Quello degli anni Settanta, per Fellini, è il decennio dei film che si agganciano con insistenza alla memoria dell’infanzia, alla «infanzia magica», che il regista riminese «descrive e rielabora in immagini» attraverso «un dialogo costante con il ricordo, e attraverso il ricordo con gli aspetti più “irrazionali” della memoria» scrive Bassano. Una riflessione sui «miti del suo passato» che Federico Fellini compie quasi fosse un unicum attraverso i primi tre film realizzati negli anni Settanta: I clowns (1970), Roma (1972) e Amarcord (1973). Il decennio, che si chiuderà con Prova d’orchestra (1979), è anche quello in cui Fellini girerà quel grande capolavoro che sarà Il Casanova di Fellini (1976), e nel quale è giusto includere, come fa Bassano, anche La città delle donne, cui del resto il regista riminese aveva iniziato a pensare già nel 1977 (il film uscirà nel 1980).

Bassano, perché la scelta degli anni Settanta?

«In realtà sono partito proprio da una riflessione sul decennio degli anni Settanta, tema che mi interessa in generale. Sono partito cioè dalla riflessione che quel decennio ha influenzato vari tipi di linguaggi artistici, non solo il cinema. Dalla musica alle arti figurative, le spinte di cambiamento che ci sono state in quel periodo sono tante. C’è stata un’esplosione, un rinnovamento del linguaggio artistico».

In quel contesto, come si ricorda nel libro, il cinema italiano ha vissuto una stagione in effetti particolare, di cambiamento rispetto ai decenni precedenti. In cui ebbe anche un ruolo, in negativo, la televisione.

«Il cinema fino al ’75 aveva mantenuto i presupposti di una crescita, non solo dal punto di vista dei biglietti venduti. Ad esempio la commedia italiana regge fino al ’74, fino a C’eravamo tanto amati. Dal ’75 in poi assistiamo a una riduzione dei biglietti venduti, le sale iniziano a chiudere. Non solo. In quegli anni assistiamo anche alla scomparsa dei grandi autori. Vittorio De Sica muore nel 1974, Luchino Visconti nel ’76 e Rossellini un anno dopo. La crisi del cinema, la morte dei grandi maestri. In questo scenario cosa fa Federico Fellini? È quello che sono andato a guardare».

Come affronta quindi Fellini il cambiamento?

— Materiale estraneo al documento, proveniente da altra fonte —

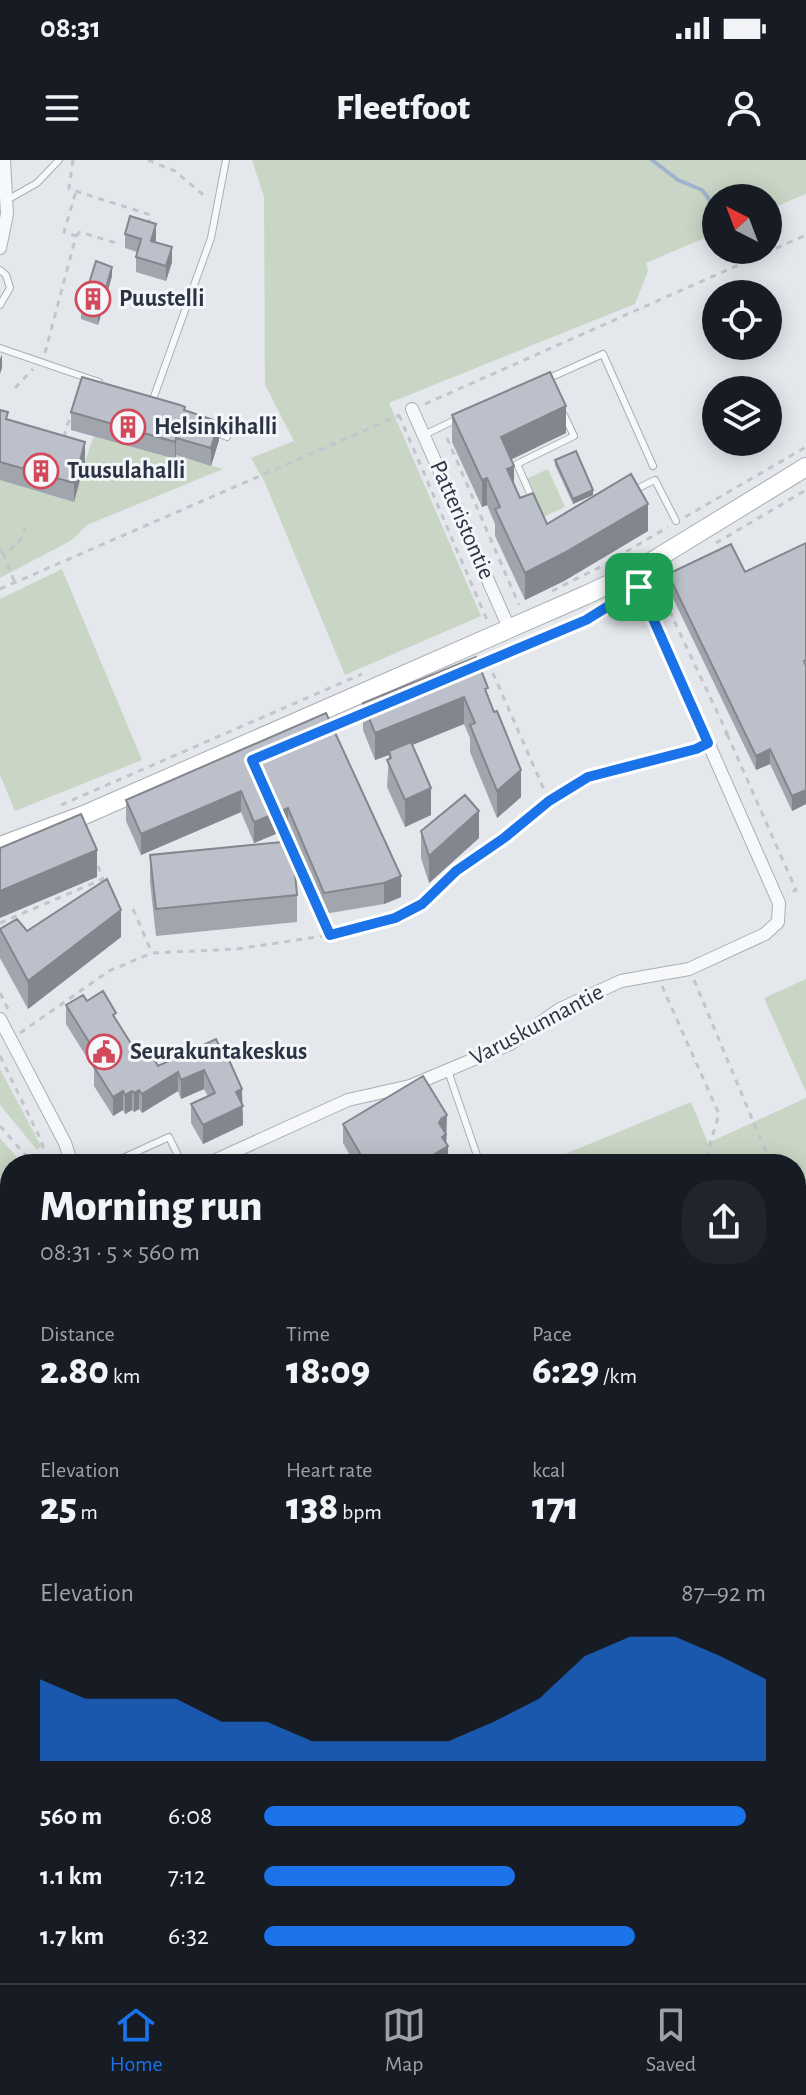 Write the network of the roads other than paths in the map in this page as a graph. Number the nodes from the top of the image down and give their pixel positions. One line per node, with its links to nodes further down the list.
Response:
1 (4, 160): 4 (street)
2 (59, 160): 4 (lane)
3 (226, 160): 12 (lane)
4 (7, 200): 5 (street)
5 (0, 248)
6 (0, 270): 7 (lane)
7 (0, 305)
8 (0, 348): 10 (lane)
9 (545, 380): 20 (lane)
10 (110, 386)
11 (138, 397): 12 (lane)
12 (152, 402): 14 (lane)
13 (558, 403): 23 (lane)
14 (164, 408)
15 (412, 409): 18 (street, Patteristontie)
16 (458, 418): 18 (lane)
17 (202, 425): 19 (lane)
18 (424, 435): 26 (street, Patteristontie)
19 (227, 437)
20 (653, 466)
21 (806, 467): 25 (street)
22 (629, 494): 24 (lane)
23 (535, 505)
24 (676, 521)
25 (636, 580): 26 (street); 29 (street, Varuskunnantie)
26 (507, 622): 27 (street)
27 (1, 845)
28 (0, 1019): 30 (street)
29 (448, 1071): 33 (street, Varuskunnantie); 34 (lane)
30 (69, 1154)
31 (132, 1154): 32 (lane)
32 (177, 1154)
33 (229, 1154)
34 (477, 1154) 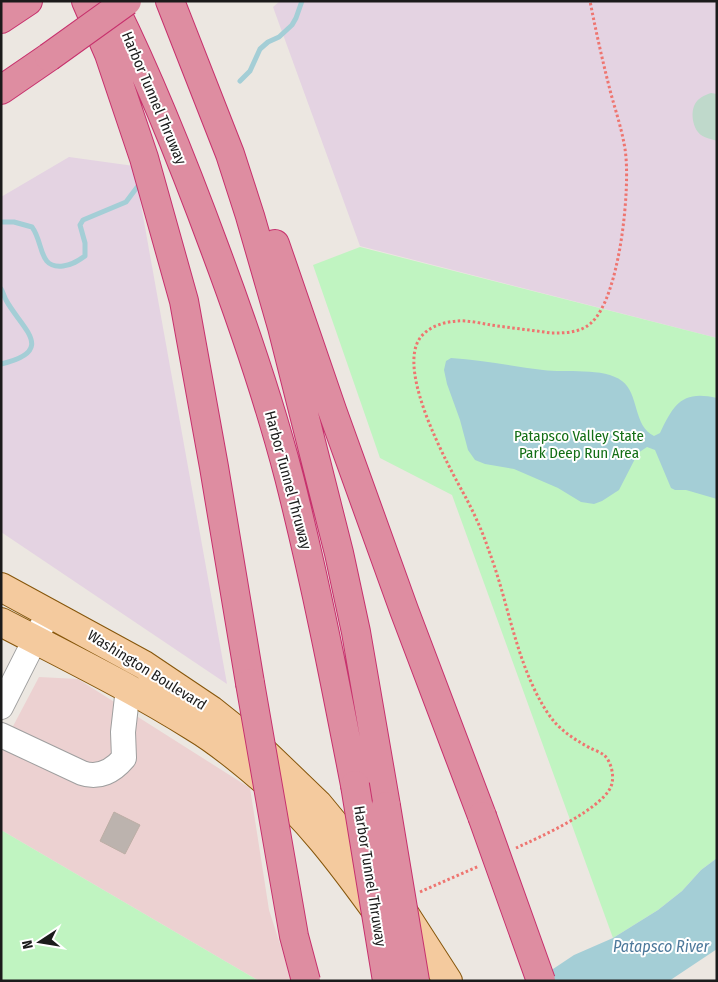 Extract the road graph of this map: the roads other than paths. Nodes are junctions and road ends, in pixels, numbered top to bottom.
1 (86, 1) edge
2 (111, 1) edge
3 (127, 1) edge
4 (170, 1) edge
5 (26, 3) edge
6 (1, 19) edge
7 (1, 90) edge
8 (230, 154) junction
9 (1, 587) edge
10 (49, 612) junction
11 (1, 622) edge
12 (35, 640) junction
13 (128, 688) junction
14 (1, 707) edge
15 (1, 735) edge
16 (399, 917) junction
17 (306, 981) edge
18 (387, 981) edge
19 (415, 981) edge
20 (422, 981) edge
21 (448, 981) edge
22 (541, 981) edge

1 - 17 highway, bridge
2 - 18 highway, Harbor Tunnel Thruway, bridge
3 - 7 highway, bridge
4 - 8 highway, Harbor Tunnel Thruway
5 - 6 highway
8 - 19 highway, Harbor Tunnel Thruway, bridge
8 - 22 highway, bridge
9 - 10 main road, Washington Boulevard
10 - 12 street
10 - 16 main road, Washington Boulevard
11 - 12 main road, Washington Boulevard
12 - 13 main road, Washington Boulevard
12 - 14 street
13 - 15 street
13 - 16 main road, Washington Boulevard
16 - 20 main road, Washington Boulevard, bridge
16 - 21 main road, Washington Boulevard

«Fellini cerca di trovare una via nella rielaborazione del suo passato. Lo fa partendo da I clown, poi con Roma e infine in maniera straordinaria con Amarcord. Rispetto al decennio dei Sessanta inizia a cambiare il suo modo di affrontare il cinema. Sembra quasi che da questo decennio il cinema di Fellini non conosca la parola fine. Si caratterizza per una testualità esplosa, una continua frammentazione in episodi, quasi una esplosione creativa che non vuole essere ingabbiata. Già aveva iniziato un po’ negli anni Sessanta. Questo suo percorso alla fine degli anni Settanta si amplifica di più».